Nikkei 225 Edges Higher as Tech Stocks Rally Amid Iran Tensions
The Nikkei 225 closed modestly higher at 38,500 points (equivalent to $92.96 on the EWJ proxy, +0.28%) on Monday, as technology stocks led a cautious advance despite ongoing geopolitical tensions in the Middle East. The broader TOPIX index gained 0.18% to close at 2,680 points ($171.52 on proxy measures).
The Japanese yen remained under pressure against the dollar, with USD/JPY trading at ¥173.55, up 0.05% from Friday’s close. The persistently weak yen continued to provide a tailwind for Japan’s major exporters, though gains were tempered by broader market uncertainty surrounding escalating tensions between the US and Iran.
Monday’s session was shaped by weekend developments in the Middle East, where US forces struck Iranian military sites, prompting retaliatory attacks on American air bases.

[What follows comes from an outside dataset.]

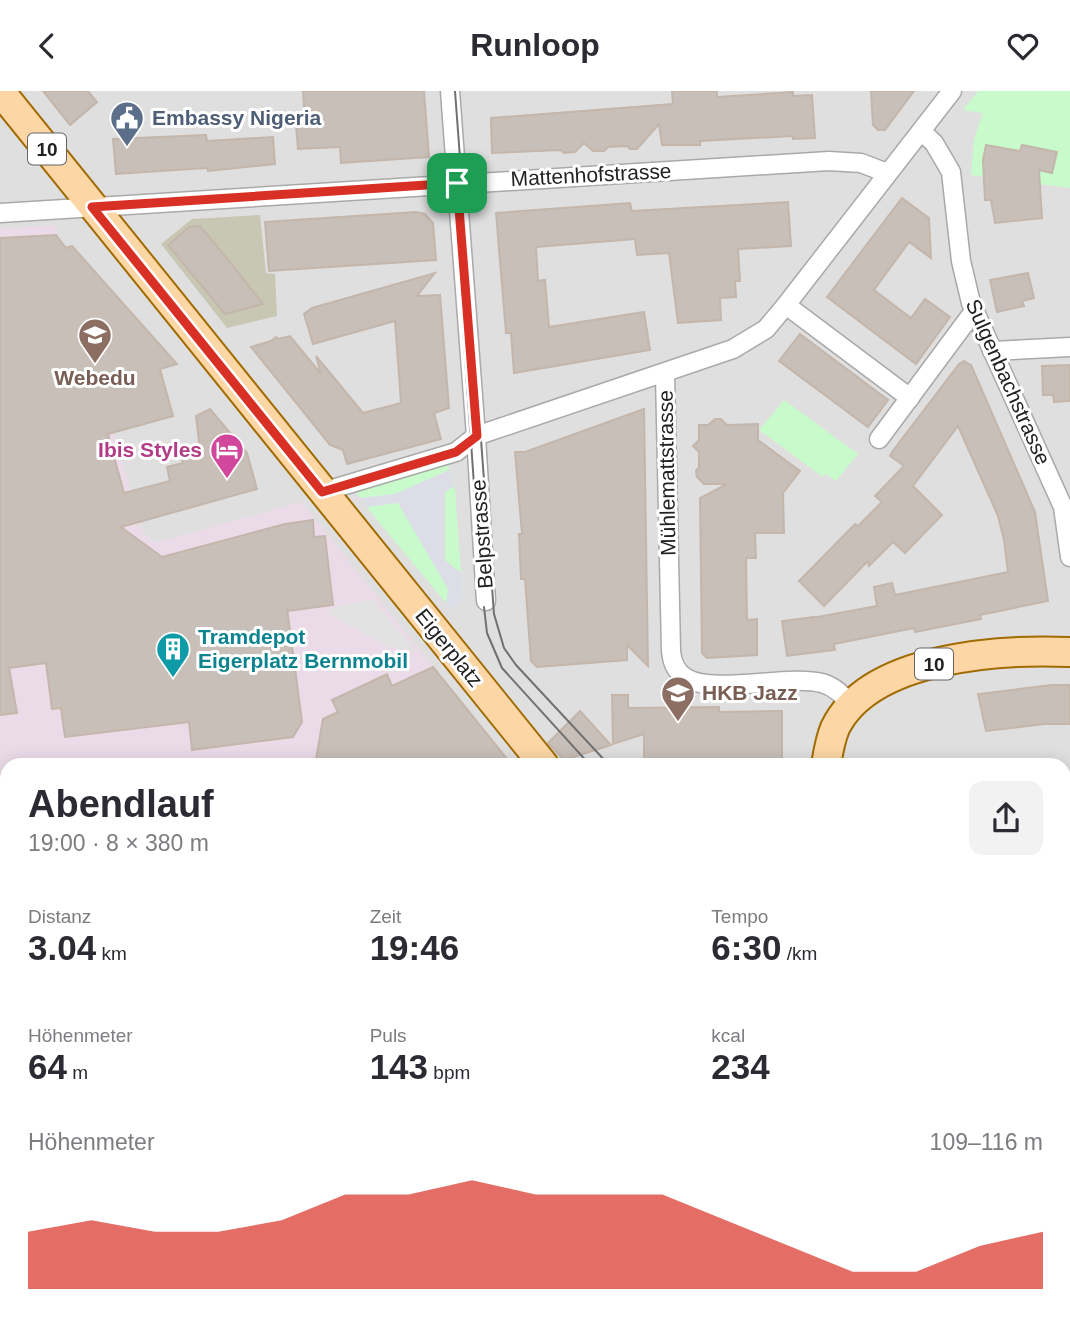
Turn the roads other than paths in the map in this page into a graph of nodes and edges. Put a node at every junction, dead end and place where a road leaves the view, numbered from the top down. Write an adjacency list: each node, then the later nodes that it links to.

The geopolitical backdrop kept investors cautious, with safe-haven flows supporting the dollar and weighing on risk assets globally. However, Japan’s technology sector bucked the trend, with investors rotating into AI-related plays amid continued optimism about artificial intelligence adoption.
Kyocera (KYOCY) emerged as the session’s standout performer, surging 2.45% to ¥22.12 as investors bet on the electronics manufacturer’s exposure to semiconductor equipment demand. Nintendo (NTDOY) followed closely with a 2.11% gain to ¥11.15, benefiting from renewed interest in gaming stocks ahead of the company’s anticipated hardware announcements later this month. Financial services firm Orix (IX) rounded out the top gainers with a 0.83% advance to ¥39.02.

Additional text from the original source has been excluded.